When a line in the material contains the word "Fredensgade", copy it.

**Information shown:**
== Segment start ==

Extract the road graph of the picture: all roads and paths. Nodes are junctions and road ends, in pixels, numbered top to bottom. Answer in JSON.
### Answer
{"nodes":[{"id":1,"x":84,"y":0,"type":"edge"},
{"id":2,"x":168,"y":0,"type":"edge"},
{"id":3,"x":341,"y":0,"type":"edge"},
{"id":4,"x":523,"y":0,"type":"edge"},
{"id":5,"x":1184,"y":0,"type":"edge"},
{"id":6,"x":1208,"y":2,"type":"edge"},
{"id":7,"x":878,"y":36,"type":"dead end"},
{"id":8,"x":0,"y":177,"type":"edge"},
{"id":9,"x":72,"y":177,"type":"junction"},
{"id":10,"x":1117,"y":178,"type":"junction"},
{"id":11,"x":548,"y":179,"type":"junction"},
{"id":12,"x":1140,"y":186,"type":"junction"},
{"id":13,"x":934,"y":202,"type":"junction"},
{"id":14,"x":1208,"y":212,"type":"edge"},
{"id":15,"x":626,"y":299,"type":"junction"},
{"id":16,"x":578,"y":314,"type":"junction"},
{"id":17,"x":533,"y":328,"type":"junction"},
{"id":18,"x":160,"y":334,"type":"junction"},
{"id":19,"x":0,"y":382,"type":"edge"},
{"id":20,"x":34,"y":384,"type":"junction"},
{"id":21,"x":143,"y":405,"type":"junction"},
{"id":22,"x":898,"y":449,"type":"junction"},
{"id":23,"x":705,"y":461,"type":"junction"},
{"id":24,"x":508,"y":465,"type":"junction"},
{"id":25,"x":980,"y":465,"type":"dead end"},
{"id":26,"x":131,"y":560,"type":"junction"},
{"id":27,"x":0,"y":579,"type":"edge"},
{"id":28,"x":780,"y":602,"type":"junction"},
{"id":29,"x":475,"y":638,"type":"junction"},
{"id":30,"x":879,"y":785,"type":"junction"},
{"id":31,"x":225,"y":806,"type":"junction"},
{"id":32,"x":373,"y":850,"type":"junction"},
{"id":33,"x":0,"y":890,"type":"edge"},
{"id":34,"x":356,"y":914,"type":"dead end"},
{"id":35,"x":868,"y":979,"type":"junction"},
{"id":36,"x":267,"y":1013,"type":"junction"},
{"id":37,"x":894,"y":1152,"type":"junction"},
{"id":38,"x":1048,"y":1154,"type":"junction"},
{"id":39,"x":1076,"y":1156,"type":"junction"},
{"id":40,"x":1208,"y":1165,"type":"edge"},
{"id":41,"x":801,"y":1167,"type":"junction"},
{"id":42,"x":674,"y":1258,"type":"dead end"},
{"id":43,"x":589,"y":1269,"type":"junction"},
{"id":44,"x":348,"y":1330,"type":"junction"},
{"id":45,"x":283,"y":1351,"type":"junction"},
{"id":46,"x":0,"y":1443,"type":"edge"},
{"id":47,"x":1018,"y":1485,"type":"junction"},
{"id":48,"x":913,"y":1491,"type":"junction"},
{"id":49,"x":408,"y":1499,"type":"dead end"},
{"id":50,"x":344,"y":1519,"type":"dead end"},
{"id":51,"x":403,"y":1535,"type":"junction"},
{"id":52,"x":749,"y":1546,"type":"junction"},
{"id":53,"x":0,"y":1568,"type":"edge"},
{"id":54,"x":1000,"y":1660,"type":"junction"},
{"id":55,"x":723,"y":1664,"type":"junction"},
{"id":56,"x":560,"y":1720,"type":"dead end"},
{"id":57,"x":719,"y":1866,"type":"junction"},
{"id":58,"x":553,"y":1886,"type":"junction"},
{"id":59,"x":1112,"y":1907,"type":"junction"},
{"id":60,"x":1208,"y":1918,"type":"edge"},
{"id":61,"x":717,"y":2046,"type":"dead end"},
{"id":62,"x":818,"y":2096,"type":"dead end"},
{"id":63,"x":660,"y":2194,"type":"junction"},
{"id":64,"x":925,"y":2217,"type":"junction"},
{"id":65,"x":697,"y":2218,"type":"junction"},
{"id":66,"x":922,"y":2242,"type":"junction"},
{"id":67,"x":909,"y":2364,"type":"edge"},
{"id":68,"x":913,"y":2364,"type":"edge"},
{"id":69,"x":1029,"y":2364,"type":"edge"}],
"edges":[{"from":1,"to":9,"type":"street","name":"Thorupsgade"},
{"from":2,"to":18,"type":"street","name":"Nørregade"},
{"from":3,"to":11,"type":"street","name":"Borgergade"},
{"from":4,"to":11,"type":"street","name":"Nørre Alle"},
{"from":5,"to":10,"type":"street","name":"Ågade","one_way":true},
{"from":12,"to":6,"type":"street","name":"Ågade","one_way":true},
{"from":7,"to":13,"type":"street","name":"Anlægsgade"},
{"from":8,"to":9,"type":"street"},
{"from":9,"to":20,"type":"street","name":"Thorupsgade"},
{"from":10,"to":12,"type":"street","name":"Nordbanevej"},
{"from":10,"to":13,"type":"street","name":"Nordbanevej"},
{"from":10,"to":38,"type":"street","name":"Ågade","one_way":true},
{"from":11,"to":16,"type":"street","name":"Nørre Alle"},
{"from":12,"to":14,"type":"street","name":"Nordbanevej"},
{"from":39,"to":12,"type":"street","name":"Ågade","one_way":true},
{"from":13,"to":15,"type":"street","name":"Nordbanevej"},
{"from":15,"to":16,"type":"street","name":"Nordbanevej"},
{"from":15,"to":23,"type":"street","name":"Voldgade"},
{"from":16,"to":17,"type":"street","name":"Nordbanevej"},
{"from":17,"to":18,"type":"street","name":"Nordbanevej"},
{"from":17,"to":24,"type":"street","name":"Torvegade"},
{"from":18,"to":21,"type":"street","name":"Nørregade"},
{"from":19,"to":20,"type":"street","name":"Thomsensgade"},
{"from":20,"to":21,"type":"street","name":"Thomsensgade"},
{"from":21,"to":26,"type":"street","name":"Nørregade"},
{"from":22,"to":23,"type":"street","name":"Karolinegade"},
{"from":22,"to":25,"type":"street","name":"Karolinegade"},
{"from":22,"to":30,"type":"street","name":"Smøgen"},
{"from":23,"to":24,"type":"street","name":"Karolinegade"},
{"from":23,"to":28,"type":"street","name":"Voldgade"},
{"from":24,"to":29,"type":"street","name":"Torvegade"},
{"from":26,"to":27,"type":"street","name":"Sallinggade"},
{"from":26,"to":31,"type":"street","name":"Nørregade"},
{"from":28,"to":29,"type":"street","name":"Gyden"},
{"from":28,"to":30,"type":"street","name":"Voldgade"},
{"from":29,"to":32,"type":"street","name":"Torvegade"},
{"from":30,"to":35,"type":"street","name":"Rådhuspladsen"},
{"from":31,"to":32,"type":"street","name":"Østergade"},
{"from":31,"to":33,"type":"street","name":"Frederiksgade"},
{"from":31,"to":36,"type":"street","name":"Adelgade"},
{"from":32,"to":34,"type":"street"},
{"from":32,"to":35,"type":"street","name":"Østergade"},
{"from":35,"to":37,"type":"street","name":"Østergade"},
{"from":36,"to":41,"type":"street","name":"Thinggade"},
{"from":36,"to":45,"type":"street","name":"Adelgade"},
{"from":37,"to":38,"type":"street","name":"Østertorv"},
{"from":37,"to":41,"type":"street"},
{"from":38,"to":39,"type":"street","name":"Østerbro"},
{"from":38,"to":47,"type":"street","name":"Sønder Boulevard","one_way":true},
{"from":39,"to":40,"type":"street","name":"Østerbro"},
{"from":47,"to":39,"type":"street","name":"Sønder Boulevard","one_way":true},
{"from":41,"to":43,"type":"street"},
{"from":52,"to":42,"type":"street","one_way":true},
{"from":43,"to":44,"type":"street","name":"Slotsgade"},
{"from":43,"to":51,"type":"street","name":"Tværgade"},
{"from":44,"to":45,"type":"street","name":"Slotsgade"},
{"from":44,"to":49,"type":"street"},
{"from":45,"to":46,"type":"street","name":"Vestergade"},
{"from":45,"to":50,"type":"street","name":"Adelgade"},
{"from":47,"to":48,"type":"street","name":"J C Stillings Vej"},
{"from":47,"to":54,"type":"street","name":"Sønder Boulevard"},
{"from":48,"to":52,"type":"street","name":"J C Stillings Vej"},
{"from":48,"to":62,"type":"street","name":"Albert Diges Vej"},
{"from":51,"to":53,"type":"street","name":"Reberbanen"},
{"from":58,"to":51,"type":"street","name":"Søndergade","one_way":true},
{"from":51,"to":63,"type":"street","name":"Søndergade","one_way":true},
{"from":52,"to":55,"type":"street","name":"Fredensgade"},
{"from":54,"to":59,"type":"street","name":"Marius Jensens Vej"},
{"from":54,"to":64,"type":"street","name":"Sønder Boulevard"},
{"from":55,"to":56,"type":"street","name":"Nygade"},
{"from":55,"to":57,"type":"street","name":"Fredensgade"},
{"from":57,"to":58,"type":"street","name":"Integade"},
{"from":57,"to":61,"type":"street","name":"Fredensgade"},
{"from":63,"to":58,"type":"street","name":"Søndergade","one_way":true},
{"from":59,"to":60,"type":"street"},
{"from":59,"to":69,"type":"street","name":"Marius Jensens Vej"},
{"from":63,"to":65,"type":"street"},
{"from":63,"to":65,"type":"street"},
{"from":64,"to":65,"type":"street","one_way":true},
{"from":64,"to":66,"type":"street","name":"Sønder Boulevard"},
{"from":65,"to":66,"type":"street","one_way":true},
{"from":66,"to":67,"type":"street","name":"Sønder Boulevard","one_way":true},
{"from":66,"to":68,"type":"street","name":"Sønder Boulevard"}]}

== Segment end ==

**Problem solution:**
{"from":52,"to":55,"type":"street","name":"Fredensgade"},
{"from":55,"to":57,"type":"street","name":"Fredensgade"},
{"from":57,"to":61,"type":"street","name":"Fredensgade"},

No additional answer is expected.